Zimbabwe plans gold-backed digital currency

Zimbabwe will soon introduce a gold-backed digital currency meant to stabilise the local unit from its continued depreciation against the dollar, state-run Sunday Mail reported, citing central bank governor John Mangudya.

The report said this would allow those holding small amounts of Zimbabwe dollars to exchange their money for digital tokens to store value and hedge against currency volatility.

The tokens will help ensure that those with low amounts of currency can buy the gold units “so that we leave no one and no place behind,” Mangudya told the Sunday Mail.

Last year, the southern African country also introduced gold coins in a bid to mop up excess liquidity and stabilise the local unit. Officially, the local currency trades at Z$1,000.4 against the dollar but readily changes hands at Z$1,750 on the capital’s streets.

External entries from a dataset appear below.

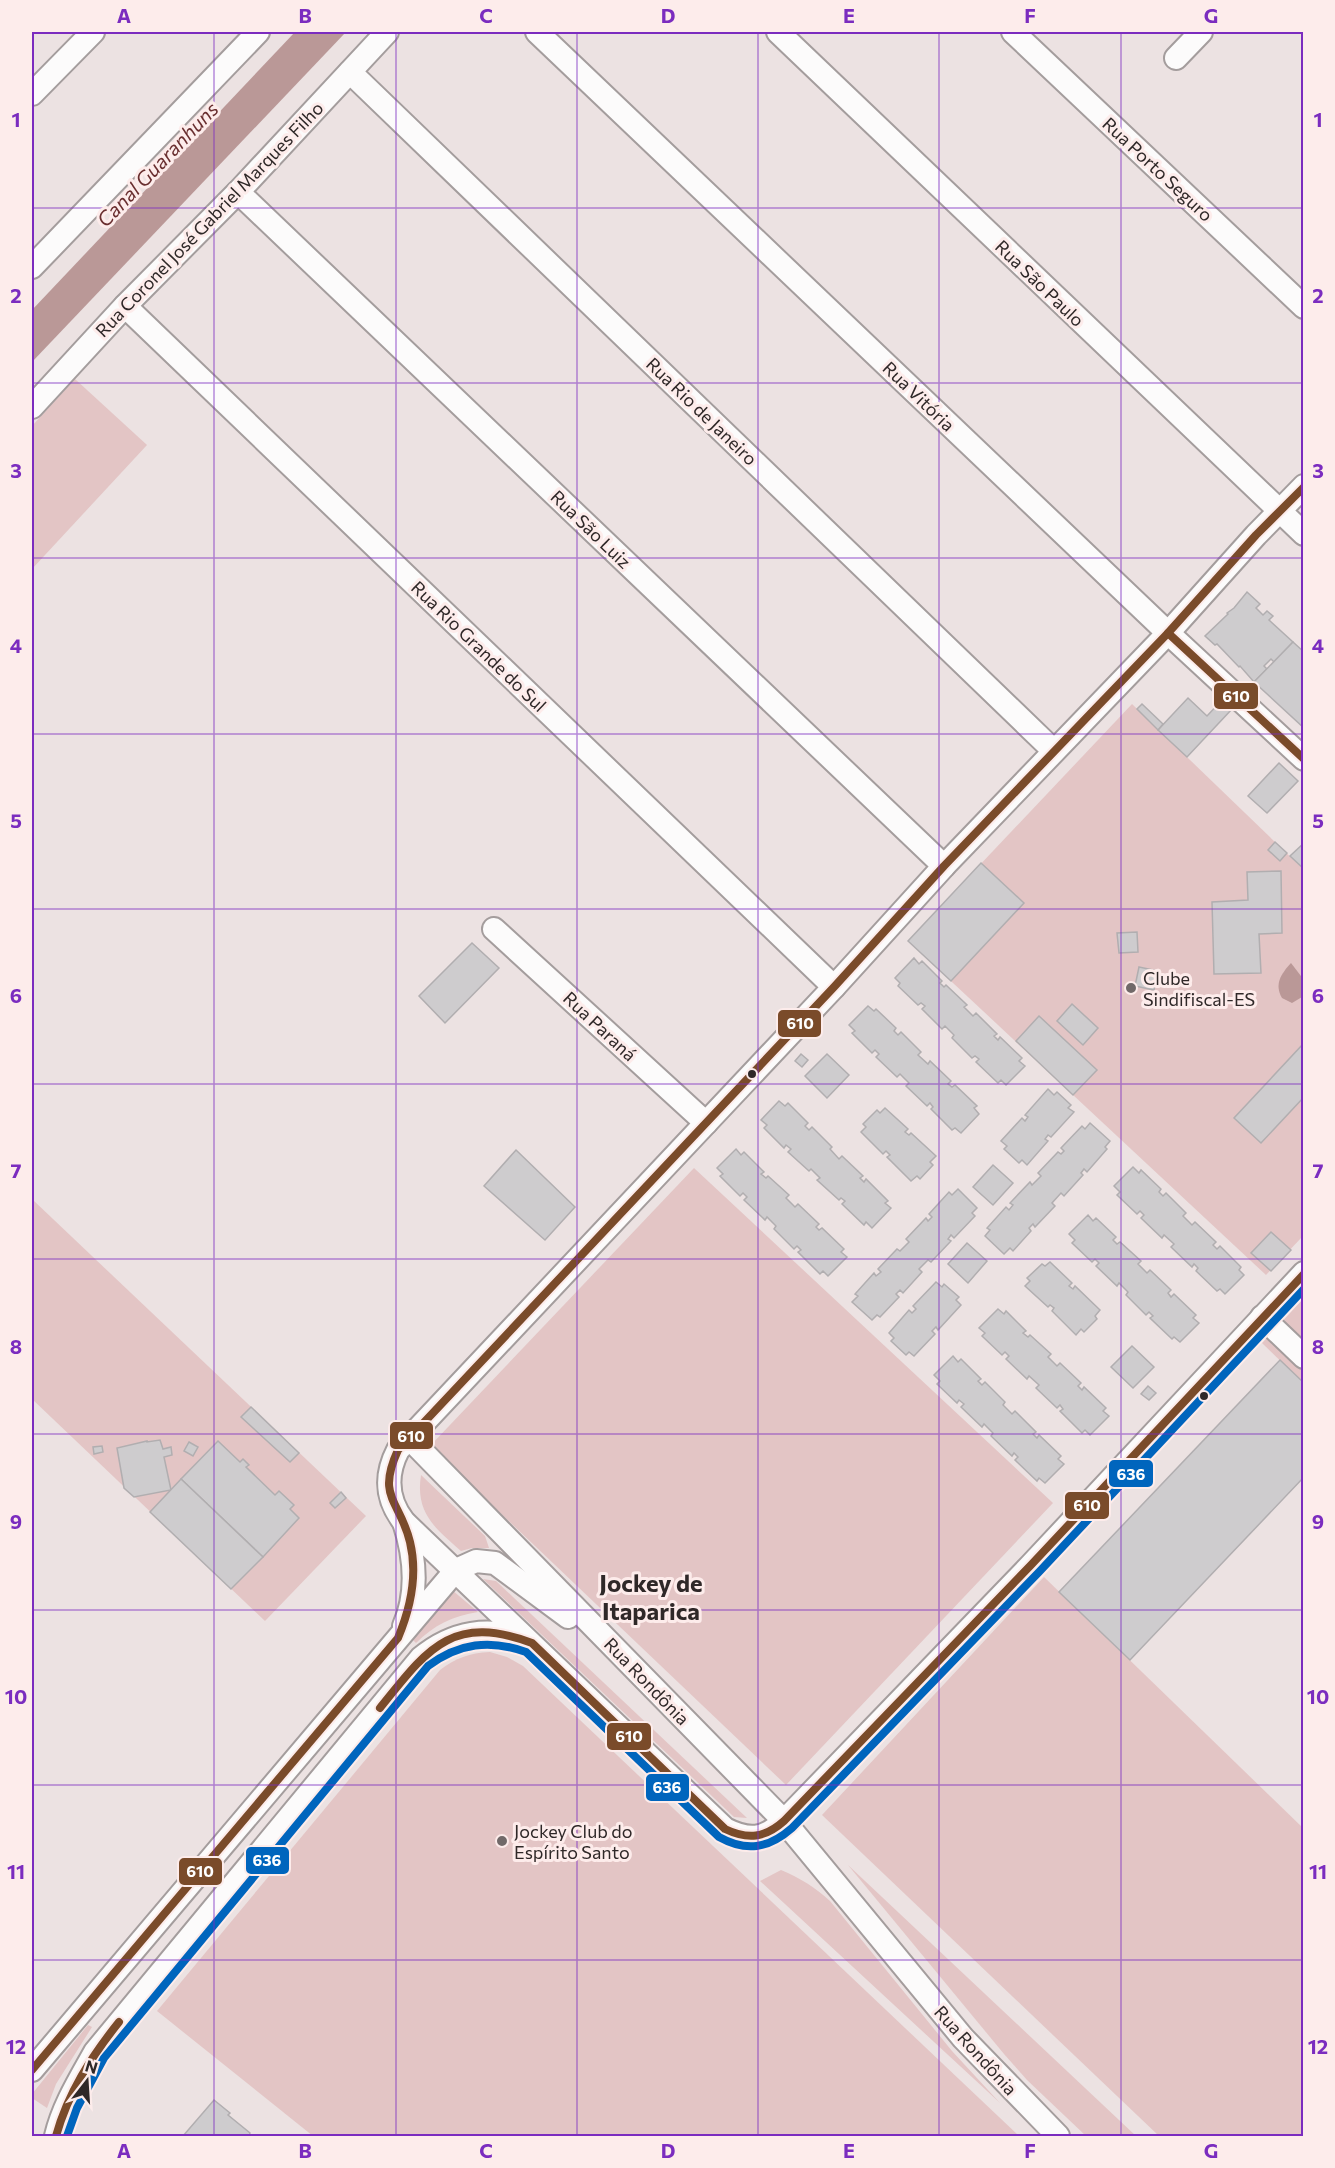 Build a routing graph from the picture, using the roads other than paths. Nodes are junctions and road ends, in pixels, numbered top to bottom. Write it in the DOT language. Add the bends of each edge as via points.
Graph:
graph roads {
  1 [pos="93,32"];
  2 [pos="258,32"];
  3 [pos="387,32"];
  4 [pos="537,32"];
  5 [pos="778,32"];
  6 [pos="1013,32"];
  7 [pos="1201,32"];
  8 [pos="1176,58"];
  9 [pos="350,72"];
  10 [pos="32,94"];
  11 [pos="238,192"];
  12 [pos="32,267"];
  13 [pos="125,306"];
  14 [pos="1304,307"];
  15 [pos="32,407"];
  16 [pos="1304,486"];
  17 [pos="1279,511"];
  18 [pos="1304,534"];
  19 [pos="1168,633"];
  20 [pos="1054,751"];
  21 [pos="1304,759"];
  22 [pos="944,866"];
  23 [pos="495,929"];
  24 [pos="834,987"];
  25 [pos="706,1123"];
  26 [pos="1304,1273"];
  27 [pos="1262,1317"];
  28 [pos="1304,1357"];
  29 [pos="410,1439"];
  30 [pos="404,1522"];
  31 [pos="456,1570"];
  32 [pos="398,1638"];
  33 [pos="532,1643"];
  34 [pos="633,1667"];
  35 [pos="784,1821"];
  36 [pos="32,2070"];
  37 [pos="56,2136"];
  38 [pos="1058,2136"];
  1 -- 10 [label="street"];
  2 -- 12 [label="street"];
  3 -- 9 [label="street, Rua Coronel José Gabriel Marques Filho"];
  4 -- 19 [label="street, Rua Vitória"];
  5 -- 17 [label="street, Rua São Paulo"];
  6 -- 14 [label="street, Rua Porto Seguro"];
  7 -- 8 [label="street"];
  9 -- 11 [label="street, Rua Coronel José Gabriel Marques Filho"];
  9 -- 20 [label="street, Rua Rio de Janeiro"];
  11 -- 13 [label="street, Rua Coronel José Gabriel Marques Filho"];
  11 -- 22 [label="street, Rua São Luiz"];
  13 -- 15 [label="street, Rua Coronel José Gabriel Marques Filho"];
  13 -- 24 [label="street, Rua Rio Grande do Sul"];
  16 -- 17 [label="street"];
  17 -- 18 [label="street, Rua São Paulo"];
  17 -- 19 [label="street"];
  19 -- 20 [label="street"];
  19 -- 21 [label="street, Rua Vitória"];
  20 -- 22 [label="street"];
  22 -- 24 [label="street"];
  23 -- 25 [label="street, Rua Paraná"];
  24 -- 25 [label="street"];
  25 -- 29 [label="street"];
  26 -- 27 [label="street"];
  27 -- 28 [label="street"];
  27 -- 35 [label="street" via="1031,1565"];
  29 -- 30 [label="street" via="393,1460 388,1482 392,1503"];
  29 -- 34 [label="street, Rua Rondônia"];
  30 -- 31 [label="street"];
  30 -- 32 [label="street" via="414,1560 414,1580 409,1610"];
  31 -- 32 [label="street"];
  31 -- 33 [label="street"];
  31 -- 34 [label="street" via="477,1561 495,1563"];
  32 -- 36 [label="street"];
  33 -- 35 [label="street" via="725,1829 742,1837 763,1836"];
  33 -- 37 [label="street" via="501,1633 468,1634 443,1642 422,1658 95,2052"];
  34 -- 35 [label="street, Rua Rondônia"];
  35 -- 38 [label="street, Rua Rondônia" via="963,2038"];
}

Mangudya said current exchange rate volatility was due to expectations of increased foreign currency supply in the market when the tobacco auction season started in March, the Sunday Mail reported.

Since the start of the auction season, Zimbabwe has exported 54.9 kilograms of tobacco valued at $307 million. During the same period last year, it had shipped 57 million kilograms valued at $295.5 million.

Zimbabwe abandoned its currency in 2009, replacing it mainly with the US dollar after an episode of hyperinflation rendered the local money worthless.

The Zimbabwe dollar was reintroduced in 2019 in a bid to revive the stagnating economy, but the government in June decided to make the greenback legal tender again to try and tame rampant price increases.